Following welcomes and the opening address by Evelyn Ruppert to set the scene, the first day consisted of workshops.
Although billed as a workshop, the unforeseen absence of a key player meant this session became more of a panel discussion. With such esteemed and knowledgeable panellists as Evelyn Ruppert, Susan Halford and Les Carr, and chaired by Mark Carrigan, we were nevertheless unlikely to be short-changed.
Evelyn opened the batting, providing a brief history of ‘Big Data’ and how the term became accepted by and incorporated into the academy. The field of practices which address it are still emerging, but invariably demand a range of capabilities, hence the need for interdisciplinary teams. When the data are gathered, analysed and patterns begin to emerge, it is often the social scientist who helps to provide the interpretation.
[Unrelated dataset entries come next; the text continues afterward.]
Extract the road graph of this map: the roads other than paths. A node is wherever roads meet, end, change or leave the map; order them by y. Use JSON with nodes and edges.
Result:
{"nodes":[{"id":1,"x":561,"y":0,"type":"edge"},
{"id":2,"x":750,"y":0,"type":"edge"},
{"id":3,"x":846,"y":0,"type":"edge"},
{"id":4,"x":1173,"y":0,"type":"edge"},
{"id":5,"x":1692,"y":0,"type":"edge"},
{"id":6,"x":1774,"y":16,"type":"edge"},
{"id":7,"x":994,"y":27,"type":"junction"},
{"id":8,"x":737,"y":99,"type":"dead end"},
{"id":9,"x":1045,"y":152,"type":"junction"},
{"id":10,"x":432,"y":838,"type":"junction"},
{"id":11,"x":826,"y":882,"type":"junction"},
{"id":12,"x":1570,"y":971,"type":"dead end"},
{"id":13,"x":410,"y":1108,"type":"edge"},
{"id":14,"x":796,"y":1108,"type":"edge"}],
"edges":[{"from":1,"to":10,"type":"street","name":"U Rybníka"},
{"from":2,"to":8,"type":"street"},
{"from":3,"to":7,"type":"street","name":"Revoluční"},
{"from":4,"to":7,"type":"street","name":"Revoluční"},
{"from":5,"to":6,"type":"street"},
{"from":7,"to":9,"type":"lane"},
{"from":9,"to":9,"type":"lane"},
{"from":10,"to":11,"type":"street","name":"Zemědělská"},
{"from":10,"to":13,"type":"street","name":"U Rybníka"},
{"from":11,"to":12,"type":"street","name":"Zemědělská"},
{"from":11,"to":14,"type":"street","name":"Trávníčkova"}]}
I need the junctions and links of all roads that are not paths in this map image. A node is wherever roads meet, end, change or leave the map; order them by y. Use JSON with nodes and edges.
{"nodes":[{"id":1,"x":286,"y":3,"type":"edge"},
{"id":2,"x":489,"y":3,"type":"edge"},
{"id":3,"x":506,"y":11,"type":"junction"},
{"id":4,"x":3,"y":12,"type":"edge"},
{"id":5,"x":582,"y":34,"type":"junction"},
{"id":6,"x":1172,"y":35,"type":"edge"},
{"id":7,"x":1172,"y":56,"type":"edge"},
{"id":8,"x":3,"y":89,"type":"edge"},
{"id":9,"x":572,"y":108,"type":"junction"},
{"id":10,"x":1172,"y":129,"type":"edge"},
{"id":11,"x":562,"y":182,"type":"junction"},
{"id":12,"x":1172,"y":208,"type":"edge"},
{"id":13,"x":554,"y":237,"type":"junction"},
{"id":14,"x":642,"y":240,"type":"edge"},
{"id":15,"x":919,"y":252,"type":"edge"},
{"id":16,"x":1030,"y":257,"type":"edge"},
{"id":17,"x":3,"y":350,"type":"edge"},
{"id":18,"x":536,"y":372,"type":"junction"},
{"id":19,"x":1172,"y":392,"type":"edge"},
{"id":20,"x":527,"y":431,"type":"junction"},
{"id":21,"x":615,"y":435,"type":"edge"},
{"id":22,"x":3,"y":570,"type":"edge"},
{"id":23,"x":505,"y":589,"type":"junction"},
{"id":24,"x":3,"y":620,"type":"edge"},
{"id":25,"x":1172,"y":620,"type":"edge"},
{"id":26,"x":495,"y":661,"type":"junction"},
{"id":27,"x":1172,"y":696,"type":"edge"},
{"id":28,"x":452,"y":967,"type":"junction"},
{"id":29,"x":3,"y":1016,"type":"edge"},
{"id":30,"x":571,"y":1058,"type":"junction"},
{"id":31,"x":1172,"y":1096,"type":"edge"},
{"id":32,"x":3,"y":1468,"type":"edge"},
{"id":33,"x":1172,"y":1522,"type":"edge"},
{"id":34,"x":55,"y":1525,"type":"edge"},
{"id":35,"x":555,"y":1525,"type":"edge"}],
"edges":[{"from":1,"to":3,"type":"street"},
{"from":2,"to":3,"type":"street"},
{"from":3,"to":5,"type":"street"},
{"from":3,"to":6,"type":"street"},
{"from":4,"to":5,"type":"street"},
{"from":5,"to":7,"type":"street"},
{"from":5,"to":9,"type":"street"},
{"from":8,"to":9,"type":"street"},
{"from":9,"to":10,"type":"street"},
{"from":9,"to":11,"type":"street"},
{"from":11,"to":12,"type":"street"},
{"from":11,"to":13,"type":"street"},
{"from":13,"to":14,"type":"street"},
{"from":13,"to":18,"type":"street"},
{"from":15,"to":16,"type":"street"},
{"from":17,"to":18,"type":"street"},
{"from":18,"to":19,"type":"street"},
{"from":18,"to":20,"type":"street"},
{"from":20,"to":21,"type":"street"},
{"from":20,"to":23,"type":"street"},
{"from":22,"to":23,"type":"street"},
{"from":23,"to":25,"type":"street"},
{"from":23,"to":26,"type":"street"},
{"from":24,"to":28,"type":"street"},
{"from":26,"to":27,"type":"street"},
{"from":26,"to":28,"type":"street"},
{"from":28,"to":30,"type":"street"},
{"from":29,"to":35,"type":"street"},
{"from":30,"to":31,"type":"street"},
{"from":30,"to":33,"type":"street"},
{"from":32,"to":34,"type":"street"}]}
Whilst the computational or algorithmic elements of this often need to be black-boxed by the social researcher, perhaps the reverse might be true for a data scientist who is unaware of the social issues (even if unwittingly?). This then encouraged us to consider whether there is too much black-boxing and what the effects of this might be on our analyses.
Susan and Les shared what they learned from their interdisciplinary experiences of setting up Web Science doctoral and other programmes. The substantive theoretical commitment required in a venture of this sort can potentially generate an initial set of hurdles to overcome; people from different disciplines inevitably bring to the table very different ontologies and epistemologies. Computational specialists for example have a much narrower theoretical base from which to draw, but in addition to the multiplicity that social scientists have to contend with, there’s also the degree to which different theories may be applied depending on the questions asked. For many computational specialists, the work often ends with the user; for the social scientist, that is where it begins.
When opened to the floor, the discussion ranged far and wide, but the difficulty of attempting interdisciplinary work was made only too clear. In particular the significance of power imbalances between disciplines and how they may be competing for cultural capital within the academy. How some disciplines are blessed with apparently greater status historically because of the research publication processes or the ease with which they’re able to draw down funding for research. The silo mentality which then arises makes interdisciplinarity so much more difficult. This left me wondering whether there might be a case for addressing this at an earlier stage in the academy? At undergraduate level perhaps? I appreciate my naivety is doubtless getting the better of me, but I can’t help being taken back to my undergraduate years at the end of the 70s. Materials Science, the subject I chose, was very much the infant (interdisciplinary) sibling to the big brothers and sisters of metallurgy, ceramics and polymer science. I get the impression that, with the decline in heavy industry the UK has experienced in the intervening time, and the extent to which new composites have become significant, interdisciplinary Materials Science may have come of age. Perhaps other disciplines might have something to learn?